-- Data follows --
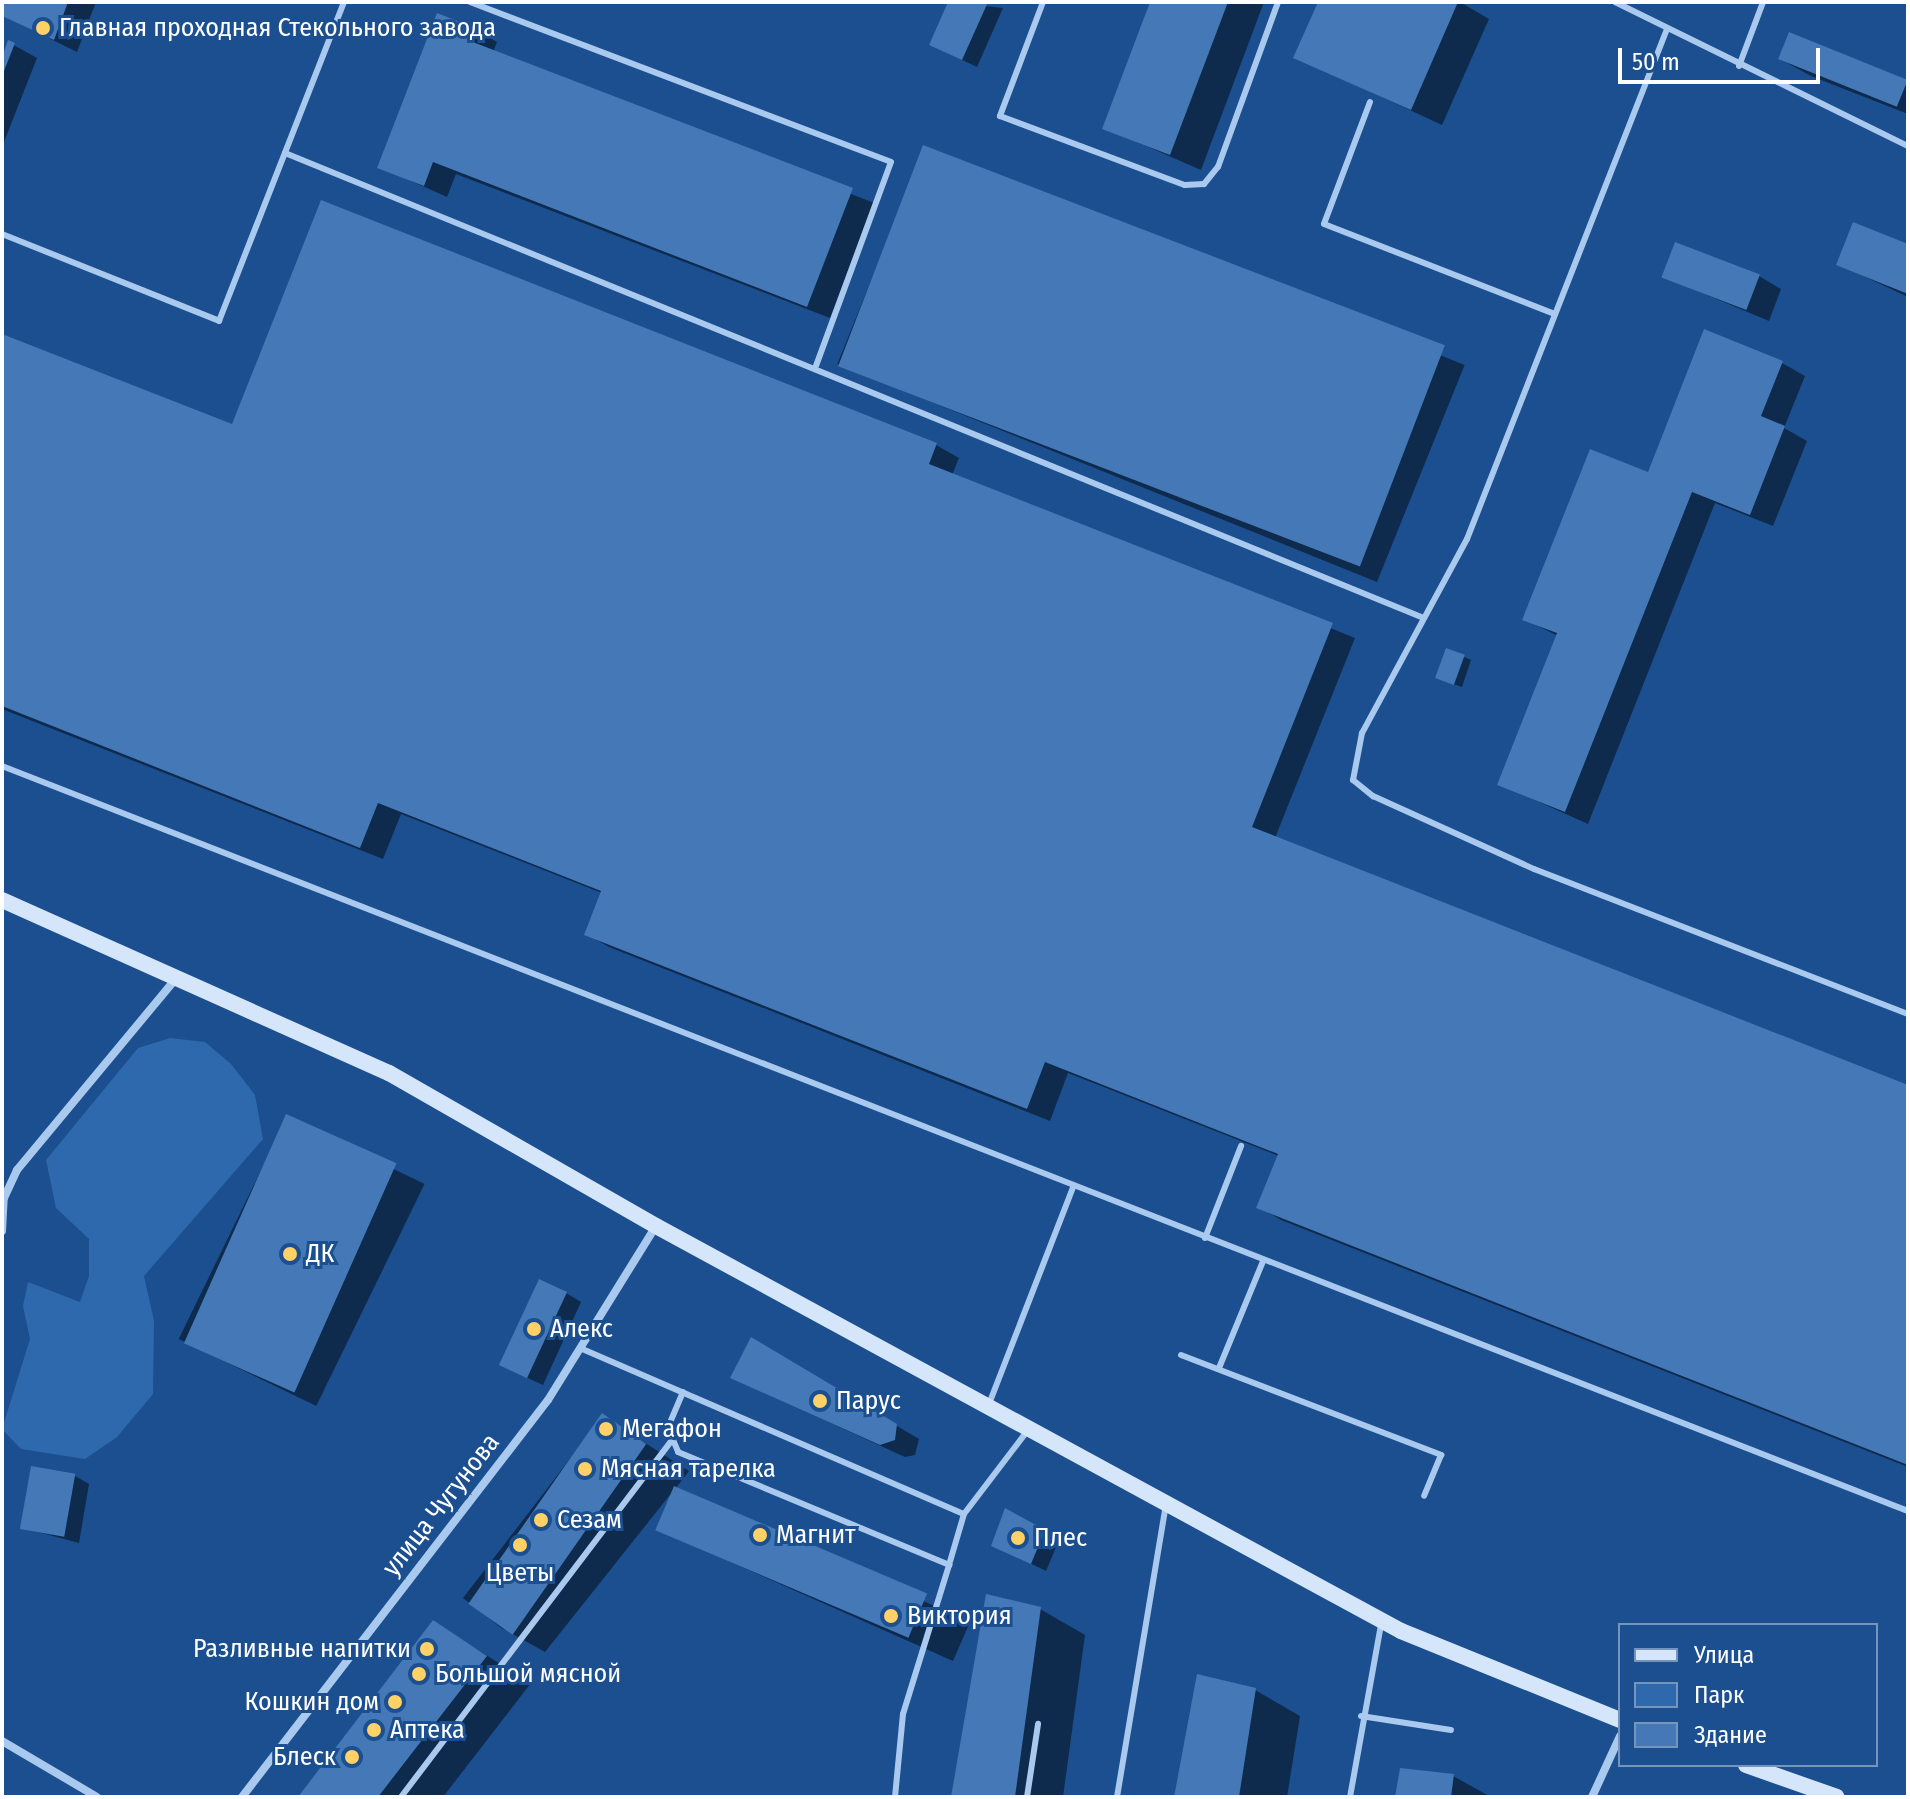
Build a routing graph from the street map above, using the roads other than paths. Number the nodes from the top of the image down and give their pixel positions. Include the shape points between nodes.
1 (344, 2) edge
2 (470, 2) edge
3 (1043, 2) edge
4 (1278, 2) edge
5 (1615, 2) edge
6 (1763, 2) edge
7 (1667, 29) junction
8 (1739, 66) junction
9 (1370, 102) dead end
10 (1908, 146) edge
11 (285, 153) junction
12 (2, 234) edge
13 (1555, 314) junction
14 (816, 366) junction
15 (1424, 618) junction
16 (2, 766) edge
17 (2, 900) edge
18 (177, 977) junction
19 (1908, 1014) edge
20 (1241, 1146) dead end
21 (1073, 1187) junction
22 (3, 1198) edge
23 (656, 1226) junction
24 (2, 1231) edge
25 (1205, 1238) junction
26 (1263, 1261) junction
27 (580, 1348) junction
28 (1181, 1355) dead end
29 (1219, 1368) junction
30 (683, 1392) junction
31 (988, 1405) junction
32 (1030, 1428) junction
33 (673, 1439) junction
34 (1424, 1496) dead end
35 (1167, 1503) junction
36 (1908, 1511) edge
37 (964, 1514) junction
38 (949, 1565) junction
39 (1382, 1620) junction
40 (1361, 1716) junction
41 (1618, 1719) edge
42 (1038, 1724) dead end
43 (1451, 1730) dead end
44 (1618, 1740) edge
45 (2, 1741) edge
46 (1752, 1767) edge
47 (97, 1797) edge
48 (242, 1797) edge
49 (401, 1797) edge
50 (895, 1797) edge
51 (1027, 1797) edge
52 (1117, 1797) edge
53 (1350, 1797) edge
54 (1592, 1797) edge
55 (1837, 1797) edge

1 - 11 lane
2 - 14 lane via 891,162
3 - 4 lane via 1000,116 1185,185 1204,184 1218,167
5 - 7 lane
6 - 8 lane
7 - 8 lane
7 - 13 lane
8 - 10 lane
9 - 13 lane via 1324,224
11 - 12 lane via 219,321
11 - 14 lane
13 - 15 lane via 1467,539
14 - 15 lane
15 - 19 lane via 1352,759 1353,780 1534,869
16 - 21 lane
17 - 18 main road
18 - 22 street via 17,1170
18 - 23 main road via 389,1073
20 - 25 lane
21 - 25 lane
21 - 31 lane
22 - 24 street
23 - 27 street, улица Чугунова
23 - 31 main road
25 - 26 lane
26 - 29 lane
26 - 36 lane
27 - 30 lane
27 - 48 street, улица Чугунова
28 - 29 lane
29 - 34 lane via 1441,1455
30 - 33 lane via 668,1428
30 - 37 lane
31 - 32 main road
32 - 35 main road
32 - 37 lane
33 - 38 lane via 678,1452
33 - 49 lane
35 - 39 main road
35 - 52 lane
37 - 38 lane
38 - 50 lane via 903,1714
39 - 40 lane
39 - 41 main road
40 - 43 lane
40 - 53 lane
42 - 51 lane
44 - 54 street
45 - 47 street
46 - 55 main road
-- Data concluded --
**Exercise description:** Scan the listing above for the word "Чугунова" and copy every line that holds it.

**Task result:**
23 - 27 street, улица Чугунова
27 - 48 street, улица Чугунова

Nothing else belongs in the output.